Ambition in itself is not inherently evil. Paul invoke the image of the Olympics when he exhorts us to strive towards the goal. But ambition easily becomes selfish and says “I will achieve my goals no matter who I have to scramble over in the process.” Ambition easily becomes something that doesn’t just aspire to worthy goals, it wants to define those goals and it refuses to submit to the wisdom of God or anyone else in choosing what to aspire to. I don’t begrudge the gold-medal Olympians anything. They’ve exercised extreme discipline and achieved extraordinary things. Good on them. But if they typify the sort of greatness most of us aspire to, then I think we are in trouble. Standing on the podium, arms upraised, basking in the adulation of the crowd is not the measure of greatness for most of us. There may be some of you who are always putting yourselves down to who Christ would say, “To truly embrace the image of God that you were made to be you need to know yourself honoured.” That’s why our prayer picks up those themes too: “Let me be exalted for you…, let me have all things…”

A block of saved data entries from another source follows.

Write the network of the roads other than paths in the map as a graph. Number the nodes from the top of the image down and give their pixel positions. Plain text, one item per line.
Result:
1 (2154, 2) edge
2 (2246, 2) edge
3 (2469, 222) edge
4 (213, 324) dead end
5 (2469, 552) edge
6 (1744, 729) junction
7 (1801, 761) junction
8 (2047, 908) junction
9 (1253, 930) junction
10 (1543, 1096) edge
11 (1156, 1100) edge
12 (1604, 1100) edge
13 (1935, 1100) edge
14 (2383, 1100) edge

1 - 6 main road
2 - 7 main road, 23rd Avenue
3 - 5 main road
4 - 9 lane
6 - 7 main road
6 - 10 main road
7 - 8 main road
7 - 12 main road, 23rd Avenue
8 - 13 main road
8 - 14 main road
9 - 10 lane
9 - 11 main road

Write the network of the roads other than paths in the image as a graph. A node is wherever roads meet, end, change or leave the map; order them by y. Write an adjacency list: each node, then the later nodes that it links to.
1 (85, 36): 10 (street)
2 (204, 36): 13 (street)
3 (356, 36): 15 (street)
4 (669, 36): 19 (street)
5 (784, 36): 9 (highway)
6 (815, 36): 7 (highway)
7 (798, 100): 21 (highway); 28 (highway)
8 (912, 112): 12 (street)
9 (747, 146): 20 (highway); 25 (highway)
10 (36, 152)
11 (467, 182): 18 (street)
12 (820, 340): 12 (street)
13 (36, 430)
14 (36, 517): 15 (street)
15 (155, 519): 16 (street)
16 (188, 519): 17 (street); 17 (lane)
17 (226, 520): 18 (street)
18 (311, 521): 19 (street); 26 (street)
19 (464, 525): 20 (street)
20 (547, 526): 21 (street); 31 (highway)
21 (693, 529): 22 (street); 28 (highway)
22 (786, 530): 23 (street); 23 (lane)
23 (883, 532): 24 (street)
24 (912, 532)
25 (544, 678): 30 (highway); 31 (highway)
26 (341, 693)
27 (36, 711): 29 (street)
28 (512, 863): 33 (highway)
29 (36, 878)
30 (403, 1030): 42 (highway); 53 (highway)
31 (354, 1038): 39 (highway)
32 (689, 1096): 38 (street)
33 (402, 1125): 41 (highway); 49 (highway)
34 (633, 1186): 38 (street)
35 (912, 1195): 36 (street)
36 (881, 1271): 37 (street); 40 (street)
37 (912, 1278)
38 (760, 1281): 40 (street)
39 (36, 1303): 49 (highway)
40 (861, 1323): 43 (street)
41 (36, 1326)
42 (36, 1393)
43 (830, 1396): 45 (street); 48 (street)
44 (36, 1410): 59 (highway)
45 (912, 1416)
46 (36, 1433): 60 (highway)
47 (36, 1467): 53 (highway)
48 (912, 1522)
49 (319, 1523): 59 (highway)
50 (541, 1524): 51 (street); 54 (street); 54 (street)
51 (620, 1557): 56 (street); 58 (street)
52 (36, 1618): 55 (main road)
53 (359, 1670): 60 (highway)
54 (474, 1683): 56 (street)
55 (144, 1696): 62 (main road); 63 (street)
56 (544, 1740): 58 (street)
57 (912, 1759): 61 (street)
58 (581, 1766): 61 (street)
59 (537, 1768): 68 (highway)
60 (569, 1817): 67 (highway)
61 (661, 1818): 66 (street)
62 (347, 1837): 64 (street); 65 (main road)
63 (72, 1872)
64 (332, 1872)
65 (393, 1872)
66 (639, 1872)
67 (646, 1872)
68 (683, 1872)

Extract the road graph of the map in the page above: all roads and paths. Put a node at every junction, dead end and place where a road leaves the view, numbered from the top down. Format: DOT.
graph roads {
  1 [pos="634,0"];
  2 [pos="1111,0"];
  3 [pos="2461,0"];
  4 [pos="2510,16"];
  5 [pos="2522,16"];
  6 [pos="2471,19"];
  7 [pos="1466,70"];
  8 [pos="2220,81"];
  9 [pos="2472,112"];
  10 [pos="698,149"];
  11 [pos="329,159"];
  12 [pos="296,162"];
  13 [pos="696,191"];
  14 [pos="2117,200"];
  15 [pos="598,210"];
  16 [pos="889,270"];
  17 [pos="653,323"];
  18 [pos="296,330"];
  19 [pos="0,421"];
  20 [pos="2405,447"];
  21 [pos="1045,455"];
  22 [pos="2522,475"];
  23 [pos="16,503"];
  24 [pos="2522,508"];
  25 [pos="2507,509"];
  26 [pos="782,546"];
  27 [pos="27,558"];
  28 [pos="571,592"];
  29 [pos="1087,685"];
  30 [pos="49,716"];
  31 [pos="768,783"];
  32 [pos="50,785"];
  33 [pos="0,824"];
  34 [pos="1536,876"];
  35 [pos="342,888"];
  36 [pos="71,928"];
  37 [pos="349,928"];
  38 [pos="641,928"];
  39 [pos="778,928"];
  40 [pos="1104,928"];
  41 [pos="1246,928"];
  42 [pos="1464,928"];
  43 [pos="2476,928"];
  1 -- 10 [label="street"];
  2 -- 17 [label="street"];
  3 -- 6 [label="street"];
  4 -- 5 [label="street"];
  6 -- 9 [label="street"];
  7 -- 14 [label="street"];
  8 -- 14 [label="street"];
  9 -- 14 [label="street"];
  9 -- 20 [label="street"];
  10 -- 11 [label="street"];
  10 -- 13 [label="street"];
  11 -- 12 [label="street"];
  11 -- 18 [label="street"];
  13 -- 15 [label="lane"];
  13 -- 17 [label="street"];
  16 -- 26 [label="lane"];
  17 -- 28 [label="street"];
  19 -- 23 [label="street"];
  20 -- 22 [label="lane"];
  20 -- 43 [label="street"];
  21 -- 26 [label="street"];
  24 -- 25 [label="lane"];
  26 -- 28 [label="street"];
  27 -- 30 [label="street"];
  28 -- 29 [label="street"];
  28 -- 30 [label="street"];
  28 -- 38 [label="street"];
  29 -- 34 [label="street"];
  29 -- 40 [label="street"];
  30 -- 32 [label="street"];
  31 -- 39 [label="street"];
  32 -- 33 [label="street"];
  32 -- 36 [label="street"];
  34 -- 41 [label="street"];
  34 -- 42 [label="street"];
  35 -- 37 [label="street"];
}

But for many of us, and I include myself, a better model of greatness to aspire to would be the late night taxi driver who after being abused and spat on by six drunken customers in a row is still able to treat the next one with respect and a welcoming smile. No one will hang a medal on him and you won’t see his picture in the paper next to the prime minister, but such a person has far more to teach us about greatness than all the celebrities and record holders put together.

As we listen to these scriptures and gather around this table, we remember our greatest hero – one who was betrayed and despised and rejected and dishonoured in death. We remember that it is in him we have encountered the love that sets us free. And embraced in his brokenness, we re-member ourselves as his body in the world, still being broken, still offering ourselves for the life of the world. And we acknowledge again that our pretensions to greatness and our willingness to walk over others and wrest back control of our lives will reassert themselves the minute we stray to far from the side of God and will be the greatest obstacle to journeying more deeply into the life of Christ. As the apostle James exhorts us, we submit ourselves to God, we let God’s desires have their way with us. We draw near to God and offer ourselves again completely to Christ who has offered himself completely to us.

I am no longer my own but yours.
Put me to what you will;
Rank me with whom you will;
I freely and wholeheartedly yield all things to your pleasure and disposal.